France announced that electronic voting would not be permitted in the 2017 legislative elections due to cybersecurity concerns. Germany ended electronic voting in 2009, with the German Federal Constitutional Court finding that the inability to have meaningful public scrutiny meant that electronic voting was unconstitutional. Ireland said that the 7,000 machines purchased for electronic voting would not be used and would be disposed of. Finland’s working group studying electronic voting recommended against the technology, concluding that the risks outweighed the benefits.
EU CyberVote launched a project in 2000, with the aim of demonstrating “fully verifiable on-line elections guaranteeing absolute privacy of the votes and using fixed and mobile Internet terminals”. Trials were performed in Sweden, France, and Germany but were never taken forward.

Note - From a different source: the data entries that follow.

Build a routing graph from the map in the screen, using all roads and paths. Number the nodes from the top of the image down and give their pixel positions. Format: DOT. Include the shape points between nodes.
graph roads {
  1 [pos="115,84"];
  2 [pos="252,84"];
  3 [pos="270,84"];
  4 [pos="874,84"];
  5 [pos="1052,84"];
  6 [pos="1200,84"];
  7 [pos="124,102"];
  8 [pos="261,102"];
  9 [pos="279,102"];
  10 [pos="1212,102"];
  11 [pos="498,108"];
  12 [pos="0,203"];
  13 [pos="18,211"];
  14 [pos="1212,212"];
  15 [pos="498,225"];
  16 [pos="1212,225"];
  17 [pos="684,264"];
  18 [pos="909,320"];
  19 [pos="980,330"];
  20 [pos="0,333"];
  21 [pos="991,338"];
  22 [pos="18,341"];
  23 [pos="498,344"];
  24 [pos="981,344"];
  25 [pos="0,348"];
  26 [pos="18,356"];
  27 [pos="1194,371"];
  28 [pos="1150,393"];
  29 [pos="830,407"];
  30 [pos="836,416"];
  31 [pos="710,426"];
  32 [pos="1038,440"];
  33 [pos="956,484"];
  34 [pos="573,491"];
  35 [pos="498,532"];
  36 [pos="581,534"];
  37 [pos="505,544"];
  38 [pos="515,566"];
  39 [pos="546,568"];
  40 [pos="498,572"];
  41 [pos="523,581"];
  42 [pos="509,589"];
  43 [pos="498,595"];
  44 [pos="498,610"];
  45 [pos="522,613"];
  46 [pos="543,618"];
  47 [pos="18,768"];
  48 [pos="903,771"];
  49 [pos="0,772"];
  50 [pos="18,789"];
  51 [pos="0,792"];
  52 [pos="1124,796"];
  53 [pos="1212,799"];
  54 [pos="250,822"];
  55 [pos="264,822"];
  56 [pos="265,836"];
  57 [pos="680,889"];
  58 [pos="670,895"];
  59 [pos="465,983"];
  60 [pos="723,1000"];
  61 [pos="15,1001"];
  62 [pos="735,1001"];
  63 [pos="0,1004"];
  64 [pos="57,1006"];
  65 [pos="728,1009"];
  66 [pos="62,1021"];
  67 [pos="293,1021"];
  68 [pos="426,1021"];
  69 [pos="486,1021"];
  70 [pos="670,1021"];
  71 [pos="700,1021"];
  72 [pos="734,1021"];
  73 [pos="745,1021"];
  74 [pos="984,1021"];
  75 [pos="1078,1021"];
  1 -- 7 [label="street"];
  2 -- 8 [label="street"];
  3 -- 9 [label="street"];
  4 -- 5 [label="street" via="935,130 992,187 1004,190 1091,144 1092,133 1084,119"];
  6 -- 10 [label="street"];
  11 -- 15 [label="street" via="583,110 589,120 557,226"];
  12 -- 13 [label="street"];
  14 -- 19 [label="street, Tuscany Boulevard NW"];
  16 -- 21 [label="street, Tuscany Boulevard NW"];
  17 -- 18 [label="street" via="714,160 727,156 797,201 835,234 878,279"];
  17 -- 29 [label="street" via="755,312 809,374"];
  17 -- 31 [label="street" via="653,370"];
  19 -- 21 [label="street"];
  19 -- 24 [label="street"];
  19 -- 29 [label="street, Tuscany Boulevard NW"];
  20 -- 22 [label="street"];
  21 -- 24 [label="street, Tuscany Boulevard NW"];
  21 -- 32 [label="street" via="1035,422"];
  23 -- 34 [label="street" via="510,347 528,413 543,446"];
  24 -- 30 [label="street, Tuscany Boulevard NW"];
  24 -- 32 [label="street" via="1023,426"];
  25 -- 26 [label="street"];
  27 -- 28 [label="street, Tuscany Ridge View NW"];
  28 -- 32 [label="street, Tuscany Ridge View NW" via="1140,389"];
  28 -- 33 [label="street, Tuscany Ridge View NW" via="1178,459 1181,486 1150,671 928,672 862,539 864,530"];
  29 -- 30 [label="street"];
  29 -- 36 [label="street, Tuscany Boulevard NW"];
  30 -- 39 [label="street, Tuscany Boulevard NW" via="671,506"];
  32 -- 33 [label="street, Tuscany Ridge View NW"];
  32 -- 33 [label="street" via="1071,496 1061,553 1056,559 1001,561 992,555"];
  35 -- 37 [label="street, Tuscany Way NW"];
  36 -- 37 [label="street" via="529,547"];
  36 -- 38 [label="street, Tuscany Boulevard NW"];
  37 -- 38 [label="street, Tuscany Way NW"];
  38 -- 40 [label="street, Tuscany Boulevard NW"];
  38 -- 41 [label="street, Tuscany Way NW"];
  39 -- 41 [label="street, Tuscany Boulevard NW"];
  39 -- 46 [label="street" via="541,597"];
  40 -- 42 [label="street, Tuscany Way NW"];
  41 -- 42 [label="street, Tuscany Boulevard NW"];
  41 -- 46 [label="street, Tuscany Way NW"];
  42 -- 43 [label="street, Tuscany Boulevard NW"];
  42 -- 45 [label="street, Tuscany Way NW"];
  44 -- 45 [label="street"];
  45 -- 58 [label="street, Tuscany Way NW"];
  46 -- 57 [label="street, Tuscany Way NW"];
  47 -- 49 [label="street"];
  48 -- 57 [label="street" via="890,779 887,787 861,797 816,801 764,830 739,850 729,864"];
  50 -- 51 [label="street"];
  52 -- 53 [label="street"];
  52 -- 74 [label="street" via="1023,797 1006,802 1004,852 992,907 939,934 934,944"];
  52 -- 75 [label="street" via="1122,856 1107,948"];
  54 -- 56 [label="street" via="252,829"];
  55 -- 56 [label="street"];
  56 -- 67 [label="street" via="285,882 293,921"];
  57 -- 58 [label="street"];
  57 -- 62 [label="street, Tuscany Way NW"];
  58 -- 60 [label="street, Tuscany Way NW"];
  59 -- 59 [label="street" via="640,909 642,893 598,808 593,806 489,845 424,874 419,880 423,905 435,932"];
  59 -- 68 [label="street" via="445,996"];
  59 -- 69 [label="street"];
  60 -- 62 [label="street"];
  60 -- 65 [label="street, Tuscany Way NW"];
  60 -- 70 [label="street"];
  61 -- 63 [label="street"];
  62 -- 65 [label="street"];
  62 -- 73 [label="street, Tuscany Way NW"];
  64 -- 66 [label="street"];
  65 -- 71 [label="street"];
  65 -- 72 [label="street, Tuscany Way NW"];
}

Closer to home, a European digital revolution seems to have been stymied by our green-pledging politicians, and it would seem that our politicians are keen to promote our use of digital technology for secure and private transactions but are less committed when it comes to counting their own votes.
Why is the enablement of electronic voting so important?
Rightly so, close to the top of our current list of priorities is the environment. Are we not trying to mitigate our activities, such as driving to and from a polling station or post office, that contribute to greenhouse gases? Not to mention that the economic cost associated with an election is completely out-of-sync with people’s values on political indulgence.
If we take just the impending UK election alone, think of the green and financial savings that could be made if electronic voting was adopted.
Some high-level facts to ponder:
There are 45,775,700 people in the UK eligible to vote in the 12th December General Election.
A polling card weighs 5 grams. The weight of all printed polling cards equals 225 tons.
The end-to-end journey these polling cards will entail (after the manufacturing process!) includes delivery to the post office sorting offices from the manufacturers, to our door by our postman, to the polling stations in large batches, individual postal votes, and large batches from the polling stations to the count, and to the point of storage or destruction from the count.
Take delivery miles as one element to consider. Assume an aggregate of 1 mile for every card. That’s 45 million fuel miles…
Let’s consider polling day itself. There are, according to the BBC, approx. 50,000 Polling Stations in the UK each with an average of 4 people per station to staff them. That’s 200,000 staff, and if we make another assumption that half the staff have a round trip of 5 miles to get to and from the station, this equates to another half a million fuel miles consumed just to operate the poll.
Then, of course, the public will come to vote. Assuming again, let’s say that half of the 45 million people eligible to vote drive to the polling station and their drive is an average of 3 miles round trip. That’s another 67 million fuel miles.
Finally, we have the people who staff the count; the counters, verifiers, candidates, and supporters. It’s safe to assume that a high proportion will use a motor vehicle to arrive there.
And after all that, what of the green footprint of the card itself? How will it end its use? Recycled, landfill or incineration?
All in all, it’s highly likely that the UK election will add over 100 million fuel miles to the environment, without taking into consideration any of the other activities surrounding the elections. That’s 40 super tankers of crude oil that will need to be transported and refined to make that much fuel.
Doesn’t sound that green, or cost effective, does it?
The reality is that electronic voting should be available, but the initiatives by governments are not in place to force politicians to change and deliver greener, cheaper voting.
All the while, 250 miles above our heads, the crew of the International Space Station have been able to electronically cast their vote from space since 1997.